DATA EXTRACT:
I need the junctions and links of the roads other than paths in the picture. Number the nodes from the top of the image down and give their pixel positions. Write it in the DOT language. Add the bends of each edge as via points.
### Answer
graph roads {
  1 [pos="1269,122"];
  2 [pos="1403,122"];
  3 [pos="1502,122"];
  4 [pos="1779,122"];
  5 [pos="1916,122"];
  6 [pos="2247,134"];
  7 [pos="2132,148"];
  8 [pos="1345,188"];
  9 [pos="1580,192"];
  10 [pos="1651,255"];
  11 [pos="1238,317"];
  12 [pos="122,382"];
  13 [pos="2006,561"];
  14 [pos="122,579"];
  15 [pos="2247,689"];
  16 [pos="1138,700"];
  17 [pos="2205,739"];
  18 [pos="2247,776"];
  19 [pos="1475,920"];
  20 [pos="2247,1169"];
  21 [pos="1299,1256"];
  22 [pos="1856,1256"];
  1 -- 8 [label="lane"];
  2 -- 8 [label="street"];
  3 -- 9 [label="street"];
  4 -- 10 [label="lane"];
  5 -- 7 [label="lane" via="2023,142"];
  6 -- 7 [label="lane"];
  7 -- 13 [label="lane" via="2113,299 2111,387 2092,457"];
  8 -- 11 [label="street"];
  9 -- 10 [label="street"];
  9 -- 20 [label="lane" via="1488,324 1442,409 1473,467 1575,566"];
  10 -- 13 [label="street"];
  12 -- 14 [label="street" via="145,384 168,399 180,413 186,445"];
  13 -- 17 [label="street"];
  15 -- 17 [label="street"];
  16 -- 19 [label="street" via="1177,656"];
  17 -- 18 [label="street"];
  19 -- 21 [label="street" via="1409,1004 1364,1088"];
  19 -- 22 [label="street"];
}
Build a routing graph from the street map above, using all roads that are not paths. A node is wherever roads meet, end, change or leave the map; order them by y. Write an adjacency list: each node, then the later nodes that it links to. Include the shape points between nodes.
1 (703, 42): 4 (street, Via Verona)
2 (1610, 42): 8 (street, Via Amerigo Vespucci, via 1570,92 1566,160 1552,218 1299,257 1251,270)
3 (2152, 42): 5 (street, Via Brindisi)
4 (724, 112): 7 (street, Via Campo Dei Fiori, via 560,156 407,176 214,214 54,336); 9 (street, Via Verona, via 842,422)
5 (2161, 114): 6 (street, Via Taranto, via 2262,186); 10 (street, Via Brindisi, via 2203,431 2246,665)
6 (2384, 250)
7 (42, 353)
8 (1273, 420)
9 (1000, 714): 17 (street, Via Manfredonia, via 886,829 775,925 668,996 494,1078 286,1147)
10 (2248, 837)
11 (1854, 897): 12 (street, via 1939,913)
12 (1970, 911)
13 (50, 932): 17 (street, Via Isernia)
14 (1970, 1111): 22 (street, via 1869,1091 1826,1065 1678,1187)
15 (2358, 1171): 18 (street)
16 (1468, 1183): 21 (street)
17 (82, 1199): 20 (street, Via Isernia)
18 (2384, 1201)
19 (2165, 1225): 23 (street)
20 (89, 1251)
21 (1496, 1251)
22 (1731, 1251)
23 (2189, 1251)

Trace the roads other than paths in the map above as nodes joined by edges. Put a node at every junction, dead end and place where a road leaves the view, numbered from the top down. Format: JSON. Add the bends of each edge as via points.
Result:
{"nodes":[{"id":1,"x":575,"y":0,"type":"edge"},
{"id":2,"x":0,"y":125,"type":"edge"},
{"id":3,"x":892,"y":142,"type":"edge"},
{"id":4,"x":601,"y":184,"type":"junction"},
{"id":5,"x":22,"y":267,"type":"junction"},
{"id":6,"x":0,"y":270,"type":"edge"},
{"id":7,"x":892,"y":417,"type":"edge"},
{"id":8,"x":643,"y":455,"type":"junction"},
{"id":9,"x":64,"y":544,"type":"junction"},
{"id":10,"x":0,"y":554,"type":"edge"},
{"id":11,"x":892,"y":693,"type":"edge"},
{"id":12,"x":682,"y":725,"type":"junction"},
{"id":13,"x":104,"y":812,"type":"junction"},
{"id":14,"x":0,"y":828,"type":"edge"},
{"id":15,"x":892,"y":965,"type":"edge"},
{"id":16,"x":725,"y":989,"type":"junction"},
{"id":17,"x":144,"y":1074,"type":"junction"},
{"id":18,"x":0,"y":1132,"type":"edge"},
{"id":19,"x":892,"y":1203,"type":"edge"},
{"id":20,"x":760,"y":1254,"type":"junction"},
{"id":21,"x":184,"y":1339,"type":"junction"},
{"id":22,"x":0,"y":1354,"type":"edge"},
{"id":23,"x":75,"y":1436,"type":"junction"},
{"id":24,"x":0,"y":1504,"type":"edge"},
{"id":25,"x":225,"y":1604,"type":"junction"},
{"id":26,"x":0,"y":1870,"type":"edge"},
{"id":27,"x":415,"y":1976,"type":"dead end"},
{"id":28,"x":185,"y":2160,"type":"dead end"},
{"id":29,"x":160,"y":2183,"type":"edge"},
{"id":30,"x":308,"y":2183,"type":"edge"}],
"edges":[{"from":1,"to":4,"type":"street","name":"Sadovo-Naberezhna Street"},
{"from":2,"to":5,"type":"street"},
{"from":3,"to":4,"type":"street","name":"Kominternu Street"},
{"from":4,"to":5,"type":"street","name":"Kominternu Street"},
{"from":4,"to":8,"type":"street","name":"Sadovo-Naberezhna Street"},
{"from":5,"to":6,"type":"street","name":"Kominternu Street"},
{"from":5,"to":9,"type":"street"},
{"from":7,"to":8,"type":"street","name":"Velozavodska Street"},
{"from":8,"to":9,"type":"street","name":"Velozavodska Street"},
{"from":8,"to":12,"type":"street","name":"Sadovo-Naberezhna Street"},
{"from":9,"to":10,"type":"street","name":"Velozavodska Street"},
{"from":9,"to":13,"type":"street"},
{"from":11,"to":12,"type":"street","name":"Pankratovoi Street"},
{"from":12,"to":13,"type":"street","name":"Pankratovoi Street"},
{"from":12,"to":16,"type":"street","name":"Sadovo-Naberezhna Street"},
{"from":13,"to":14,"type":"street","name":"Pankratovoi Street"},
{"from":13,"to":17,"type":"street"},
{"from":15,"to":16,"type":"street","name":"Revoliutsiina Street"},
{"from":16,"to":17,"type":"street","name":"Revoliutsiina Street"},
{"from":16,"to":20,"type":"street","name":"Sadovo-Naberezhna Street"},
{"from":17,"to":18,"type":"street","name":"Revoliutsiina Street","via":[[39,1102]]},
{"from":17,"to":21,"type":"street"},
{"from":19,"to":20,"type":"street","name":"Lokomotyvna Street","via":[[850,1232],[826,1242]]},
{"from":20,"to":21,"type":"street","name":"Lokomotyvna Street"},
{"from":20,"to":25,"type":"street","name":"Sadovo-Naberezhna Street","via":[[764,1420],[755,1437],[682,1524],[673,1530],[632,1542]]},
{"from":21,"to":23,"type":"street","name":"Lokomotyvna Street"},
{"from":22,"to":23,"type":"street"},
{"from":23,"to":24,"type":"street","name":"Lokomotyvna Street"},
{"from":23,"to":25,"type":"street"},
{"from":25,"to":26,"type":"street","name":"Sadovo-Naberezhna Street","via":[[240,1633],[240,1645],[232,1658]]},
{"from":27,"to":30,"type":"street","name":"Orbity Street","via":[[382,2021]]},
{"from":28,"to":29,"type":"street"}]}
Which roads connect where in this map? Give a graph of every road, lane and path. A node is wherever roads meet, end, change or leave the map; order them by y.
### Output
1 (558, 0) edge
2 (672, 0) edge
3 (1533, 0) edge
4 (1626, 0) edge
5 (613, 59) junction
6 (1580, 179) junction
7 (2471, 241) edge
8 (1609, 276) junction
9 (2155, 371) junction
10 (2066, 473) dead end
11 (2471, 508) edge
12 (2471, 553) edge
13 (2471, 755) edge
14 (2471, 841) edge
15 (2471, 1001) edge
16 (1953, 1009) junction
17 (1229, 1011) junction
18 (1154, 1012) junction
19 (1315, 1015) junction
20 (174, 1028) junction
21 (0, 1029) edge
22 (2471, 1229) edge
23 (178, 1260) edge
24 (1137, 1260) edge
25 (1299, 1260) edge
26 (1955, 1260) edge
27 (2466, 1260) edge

YOUR OBJECTIVE:
Within the data above, filter for lines containing the word "edges" and copy each one.

WRITTEN RESPONSE:
Trace the roads other than paths in the map above as nodes joined by edges. Put a node at every junction, dead end and place where a road leaves the view, numbered from the top down. Format: JSON. Add the bends of each edge as via points.
"edges":[{"from":1,"to":4,"type":"street","name":"Sadovo-Naberezhna Street"},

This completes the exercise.